Yesterday Grandma Taylor gave you The Ultimate Book of Vehicles. I’ve never seen you look at a book for so long. You wanted it in the car. You wanted it at home. You wanted it during your quiet time. You wanted it today in the morning, before nap, and at bedtime. I’ve already had to mend three tabs and refasten a swiveling excavator arm with a brad. You take the book into the corner chair, rest it across your knees—it spans from your hip to your ankles—, and talk to yourself as you open flaps and turn dials.

Yes, you speak to yourself. I hear you pretending to be the characters in the books we read. Today you hid in the toy box from the Big Bad Wolf. I’ve wondered if those scary pictures frighten you, but you seem to like villains and pictures of destruction—houses falling over, buildings ablaze, bulldozers knocking down trees, stories about animals gobbling each other up.

A few months ago, I wondered how a dead rat on the sidewalk would affect you. But it seems you are a matter-of-fact little fellow. When I told you, “That’s a dead rat there and we’re not going to touch it because it’s dirty,” you walked right past it, glancing down and saying, “Mouse maybe.”

Today, after a dip in the patio pool and some quiet time by yourself, we wiled away the hours waiting for Daddy to get home. I secretly frosted your cake and arranged the blueberries around the base. 


We jumped on the bedroom mattresses. We got the mail. We watched your baby DVD made by Mama Mina. 

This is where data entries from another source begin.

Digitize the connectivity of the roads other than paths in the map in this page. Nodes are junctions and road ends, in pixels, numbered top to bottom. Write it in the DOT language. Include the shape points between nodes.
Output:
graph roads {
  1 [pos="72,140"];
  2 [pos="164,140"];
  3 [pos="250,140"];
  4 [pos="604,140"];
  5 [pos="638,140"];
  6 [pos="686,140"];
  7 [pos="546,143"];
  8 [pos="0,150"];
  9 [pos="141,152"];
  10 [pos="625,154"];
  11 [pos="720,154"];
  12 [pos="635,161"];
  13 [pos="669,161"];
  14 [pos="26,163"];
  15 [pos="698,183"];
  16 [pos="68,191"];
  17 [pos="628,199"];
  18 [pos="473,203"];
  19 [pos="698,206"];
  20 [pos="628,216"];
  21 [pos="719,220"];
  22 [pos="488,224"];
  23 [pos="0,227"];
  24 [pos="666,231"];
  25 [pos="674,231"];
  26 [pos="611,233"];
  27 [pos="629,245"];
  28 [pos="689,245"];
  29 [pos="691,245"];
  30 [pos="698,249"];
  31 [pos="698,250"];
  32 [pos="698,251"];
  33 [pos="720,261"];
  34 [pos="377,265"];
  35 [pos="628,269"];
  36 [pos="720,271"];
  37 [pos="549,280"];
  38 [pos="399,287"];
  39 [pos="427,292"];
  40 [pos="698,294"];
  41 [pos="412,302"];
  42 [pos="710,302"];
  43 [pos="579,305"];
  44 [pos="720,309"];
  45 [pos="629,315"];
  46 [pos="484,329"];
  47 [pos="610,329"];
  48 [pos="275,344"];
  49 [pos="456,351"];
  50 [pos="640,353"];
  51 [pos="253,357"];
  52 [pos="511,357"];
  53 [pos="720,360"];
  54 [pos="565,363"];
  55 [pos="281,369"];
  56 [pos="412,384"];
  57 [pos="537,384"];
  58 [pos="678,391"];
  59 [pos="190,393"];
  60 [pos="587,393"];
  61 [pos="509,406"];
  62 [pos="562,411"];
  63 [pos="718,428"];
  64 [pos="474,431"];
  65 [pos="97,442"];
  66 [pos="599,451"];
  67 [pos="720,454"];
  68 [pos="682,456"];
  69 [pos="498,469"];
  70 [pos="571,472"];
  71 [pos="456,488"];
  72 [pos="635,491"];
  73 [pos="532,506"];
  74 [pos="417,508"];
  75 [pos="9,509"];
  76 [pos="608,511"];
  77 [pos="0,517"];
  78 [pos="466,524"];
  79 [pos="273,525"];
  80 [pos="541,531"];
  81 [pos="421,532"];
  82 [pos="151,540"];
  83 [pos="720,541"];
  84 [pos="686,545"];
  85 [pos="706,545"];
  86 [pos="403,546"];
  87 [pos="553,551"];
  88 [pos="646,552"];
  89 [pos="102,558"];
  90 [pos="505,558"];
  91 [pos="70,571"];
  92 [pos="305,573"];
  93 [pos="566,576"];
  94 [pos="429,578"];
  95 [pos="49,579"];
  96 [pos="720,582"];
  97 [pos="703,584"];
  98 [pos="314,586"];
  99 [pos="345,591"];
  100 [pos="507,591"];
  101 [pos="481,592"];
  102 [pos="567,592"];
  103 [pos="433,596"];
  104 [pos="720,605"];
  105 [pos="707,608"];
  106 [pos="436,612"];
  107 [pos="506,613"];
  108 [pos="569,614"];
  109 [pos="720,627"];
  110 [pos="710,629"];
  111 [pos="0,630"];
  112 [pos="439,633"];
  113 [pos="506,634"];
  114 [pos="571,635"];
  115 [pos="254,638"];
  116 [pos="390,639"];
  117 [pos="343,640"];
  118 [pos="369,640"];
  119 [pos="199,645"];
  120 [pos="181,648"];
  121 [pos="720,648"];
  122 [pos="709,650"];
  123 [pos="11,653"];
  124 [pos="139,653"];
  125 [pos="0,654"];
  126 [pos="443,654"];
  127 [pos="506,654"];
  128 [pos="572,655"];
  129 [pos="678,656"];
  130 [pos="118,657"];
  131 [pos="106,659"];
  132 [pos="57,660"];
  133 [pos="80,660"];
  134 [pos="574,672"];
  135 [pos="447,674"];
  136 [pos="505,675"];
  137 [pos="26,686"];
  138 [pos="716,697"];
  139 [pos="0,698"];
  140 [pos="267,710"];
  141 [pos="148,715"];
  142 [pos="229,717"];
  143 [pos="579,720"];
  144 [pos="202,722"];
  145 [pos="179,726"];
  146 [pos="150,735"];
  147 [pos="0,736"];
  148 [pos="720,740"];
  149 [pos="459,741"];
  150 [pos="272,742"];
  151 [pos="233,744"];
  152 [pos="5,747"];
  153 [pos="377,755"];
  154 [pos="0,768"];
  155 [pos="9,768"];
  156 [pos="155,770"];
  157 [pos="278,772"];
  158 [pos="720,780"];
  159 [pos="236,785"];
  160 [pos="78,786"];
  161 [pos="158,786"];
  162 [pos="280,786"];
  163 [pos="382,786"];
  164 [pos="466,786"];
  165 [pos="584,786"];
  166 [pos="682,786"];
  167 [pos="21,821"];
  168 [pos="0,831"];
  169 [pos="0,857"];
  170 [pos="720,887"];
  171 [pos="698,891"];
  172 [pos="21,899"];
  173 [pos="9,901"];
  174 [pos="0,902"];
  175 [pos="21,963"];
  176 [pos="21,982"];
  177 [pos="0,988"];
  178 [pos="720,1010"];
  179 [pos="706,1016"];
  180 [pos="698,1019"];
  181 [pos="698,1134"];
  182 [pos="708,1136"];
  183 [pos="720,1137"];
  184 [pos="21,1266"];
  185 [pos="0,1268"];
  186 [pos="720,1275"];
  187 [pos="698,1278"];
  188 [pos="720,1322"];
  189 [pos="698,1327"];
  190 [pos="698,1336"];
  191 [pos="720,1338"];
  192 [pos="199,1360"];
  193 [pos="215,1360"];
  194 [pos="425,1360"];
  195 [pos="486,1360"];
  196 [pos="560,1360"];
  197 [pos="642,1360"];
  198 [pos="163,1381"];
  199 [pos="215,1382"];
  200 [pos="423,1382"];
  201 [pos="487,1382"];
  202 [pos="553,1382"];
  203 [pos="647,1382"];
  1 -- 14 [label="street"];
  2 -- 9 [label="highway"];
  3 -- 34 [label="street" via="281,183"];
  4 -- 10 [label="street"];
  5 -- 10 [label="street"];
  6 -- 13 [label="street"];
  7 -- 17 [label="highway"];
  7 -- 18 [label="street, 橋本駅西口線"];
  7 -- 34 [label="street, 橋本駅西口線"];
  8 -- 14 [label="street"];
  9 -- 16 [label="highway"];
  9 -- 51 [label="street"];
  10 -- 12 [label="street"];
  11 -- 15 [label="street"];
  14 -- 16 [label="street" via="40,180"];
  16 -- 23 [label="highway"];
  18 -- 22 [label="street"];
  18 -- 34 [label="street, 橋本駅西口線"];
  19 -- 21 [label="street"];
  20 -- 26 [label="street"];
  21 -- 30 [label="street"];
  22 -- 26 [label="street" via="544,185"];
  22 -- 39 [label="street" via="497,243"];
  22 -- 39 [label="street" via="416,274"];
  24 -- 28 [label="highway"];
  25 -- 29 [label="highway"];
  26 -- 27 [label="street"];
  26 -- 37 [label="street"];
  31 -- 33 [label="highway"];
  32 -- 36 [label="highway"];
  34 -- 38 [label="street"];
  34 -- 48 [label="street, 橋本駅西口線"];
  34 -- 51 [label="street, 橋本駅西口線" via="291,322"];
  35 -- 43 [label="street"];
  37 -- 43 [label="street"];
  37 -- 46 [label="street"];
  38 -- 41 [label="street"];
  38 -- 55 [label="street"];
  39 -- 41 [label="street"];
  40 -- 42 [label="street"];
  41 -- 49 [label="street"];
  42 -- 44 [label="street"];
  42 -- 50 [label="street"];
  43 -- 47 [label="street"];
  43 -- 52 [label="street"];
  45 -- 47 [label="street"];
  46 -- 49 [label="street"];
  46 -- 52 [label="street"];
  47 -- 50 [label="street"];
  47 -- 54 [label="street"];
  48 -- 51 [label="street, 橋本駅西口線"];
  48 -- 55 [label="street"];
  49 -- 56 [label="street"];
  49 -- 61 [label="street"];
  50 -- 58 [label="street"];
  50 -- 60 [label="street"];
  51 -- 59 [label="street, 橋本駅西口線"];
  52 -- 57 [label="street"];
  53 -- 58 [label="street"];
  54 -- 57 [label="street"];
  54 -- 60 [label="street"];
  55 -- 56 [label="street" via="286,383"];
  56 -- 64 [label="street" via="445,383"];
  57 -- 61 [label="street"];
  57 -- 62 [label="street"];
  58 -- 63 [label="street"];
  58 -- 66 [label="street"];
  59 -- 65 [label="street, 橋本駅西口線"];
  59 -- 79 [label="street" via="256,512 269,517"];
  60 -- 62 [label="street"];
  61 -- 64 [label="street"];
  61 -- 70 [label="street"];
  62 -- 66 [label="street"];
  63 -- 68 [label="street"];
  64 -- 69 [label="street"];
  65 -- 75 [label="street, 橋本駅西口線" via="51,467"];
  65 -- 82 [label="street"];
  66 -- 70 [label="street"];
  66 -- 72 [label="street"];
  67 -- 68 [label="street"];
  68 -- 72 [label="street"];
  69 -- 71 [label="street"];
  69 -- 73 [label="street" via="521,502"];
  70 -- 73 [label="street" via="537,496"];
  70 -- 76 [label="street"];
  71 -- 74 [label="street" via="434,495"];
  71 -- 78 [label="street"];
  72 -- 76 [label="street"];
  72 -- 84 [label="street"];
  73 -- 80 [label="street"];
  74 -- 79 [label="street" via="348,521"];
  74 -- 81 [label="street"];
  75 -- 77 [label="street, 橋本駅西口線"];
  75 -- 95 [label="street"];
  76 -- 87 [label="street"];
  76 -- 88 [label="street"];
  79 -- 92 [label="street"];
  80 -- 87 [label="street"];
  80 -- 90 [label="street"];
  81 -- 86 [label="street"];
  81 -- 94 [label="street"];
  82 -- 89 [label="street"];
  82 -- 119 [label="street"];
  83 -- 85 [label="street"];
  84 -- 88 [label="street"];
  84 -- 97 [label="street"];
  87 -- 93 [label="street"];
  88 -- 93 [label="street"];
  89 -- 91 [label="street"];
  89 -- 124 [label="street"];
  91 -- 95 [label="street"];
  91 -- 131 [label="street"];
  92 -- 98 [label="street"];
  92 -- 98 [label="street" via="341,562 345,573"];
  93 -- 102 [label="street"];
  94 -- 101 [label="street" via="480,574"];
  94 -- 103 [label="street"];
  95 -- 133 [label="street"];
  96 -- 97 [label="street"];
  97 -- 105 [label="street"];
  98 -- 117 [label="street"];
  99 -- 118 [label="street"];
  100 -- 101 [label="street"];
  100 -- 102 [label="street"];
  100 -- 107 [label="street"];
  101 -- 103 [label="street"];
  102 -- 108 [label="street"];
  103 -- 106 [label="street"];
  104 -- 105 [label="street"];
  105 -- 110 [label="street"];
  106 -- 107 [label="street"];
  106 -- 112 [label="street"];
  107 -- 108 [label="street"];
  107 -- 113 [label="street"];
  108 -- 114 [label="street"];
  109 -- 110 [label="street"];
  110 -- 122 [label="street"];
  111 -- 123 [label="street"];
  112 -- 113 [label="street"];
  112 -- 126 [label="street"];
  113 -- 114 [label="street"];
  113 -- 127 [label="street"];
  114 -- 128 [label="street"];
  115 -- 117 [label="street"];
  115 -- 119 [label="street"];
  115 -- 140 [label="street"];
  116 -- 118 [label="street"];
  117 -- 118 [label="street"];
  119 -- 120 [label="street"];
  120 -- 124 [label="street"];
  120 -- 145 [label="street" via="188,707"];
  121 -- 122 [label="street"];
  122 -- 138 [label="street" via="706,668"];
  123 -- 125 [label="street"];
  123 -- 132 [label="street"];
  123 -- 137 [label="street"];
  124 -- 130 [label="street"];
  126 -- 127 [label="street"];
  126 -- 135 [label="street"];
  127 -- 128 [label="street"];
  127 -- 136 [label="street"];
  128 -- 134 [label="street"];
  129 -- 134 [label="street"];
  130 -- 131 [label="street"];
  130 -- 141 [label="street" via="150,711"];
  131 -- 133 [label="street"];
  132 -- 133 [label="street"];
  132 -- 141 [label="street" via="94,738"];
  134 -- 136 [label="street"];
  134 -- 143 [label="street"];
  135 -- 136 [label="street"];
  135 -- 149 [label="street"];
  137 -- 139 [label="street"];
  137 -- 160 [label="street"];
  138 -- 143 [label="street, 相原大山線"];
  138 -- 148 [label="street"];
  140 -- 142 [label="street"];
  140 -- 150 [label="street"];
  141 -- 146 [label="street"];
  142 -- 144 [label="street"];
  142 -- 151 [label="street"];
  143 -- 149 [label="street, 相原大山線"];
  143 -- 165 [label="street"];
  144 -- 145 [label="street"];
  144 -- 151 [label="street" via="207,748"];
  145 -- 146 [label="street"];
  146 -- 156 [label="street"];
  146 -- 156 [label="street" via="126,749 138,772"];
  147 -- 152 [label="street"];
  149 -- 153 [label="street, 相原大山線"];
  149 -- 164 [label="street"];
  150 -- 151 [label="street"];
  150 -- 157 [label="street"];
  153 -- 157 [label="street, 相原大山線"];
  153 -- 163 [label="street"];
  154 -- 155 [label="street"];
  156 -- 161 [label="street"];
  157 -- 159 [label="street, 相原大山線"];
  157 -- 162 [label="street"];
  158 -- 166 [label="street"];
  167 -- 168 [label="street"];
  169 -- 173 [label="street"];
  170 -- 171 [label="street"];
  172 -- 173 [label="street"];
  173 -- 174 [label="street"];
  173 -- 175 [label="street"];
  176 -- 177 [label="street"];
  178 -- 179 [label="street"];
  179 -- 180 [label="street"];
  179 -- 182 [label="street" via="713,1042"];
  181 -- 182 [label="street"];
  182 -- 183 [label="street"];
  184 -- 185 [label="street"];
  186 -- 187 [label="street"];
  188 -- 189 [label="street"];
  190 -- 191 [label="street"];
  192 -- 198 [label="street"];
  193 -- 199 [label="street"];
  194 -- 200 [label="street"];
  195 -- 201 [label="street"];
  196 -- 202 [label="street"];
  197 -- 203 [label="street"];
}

When at last Daddy came home. It was party time. You ought to know that I found your birthday present in a recycling bin in friendly hills. It's pink and purple and none of the buttons work—you found that out rather quickly. But I told you that the buttons were just pretend and then you were busy pretending to push them and honk your horn, turn on music, and signal right or left. Like I said, you are very good at imagining things. The little basket in the front became a digging truck bucket and you started to put dirt in the front until I encouraged you to carry lemons instead.




















"Is that your car?" I asked. "Are you going to the grocery store?"

You looked thoughtfully over my head. "No, it's my little auto. Going to the super market."

You imagined yourself driving your little auto for half the evening and you would've kept going except that we stopped you for dinner and cake. I can't wait to see where you'll drive tomorrow.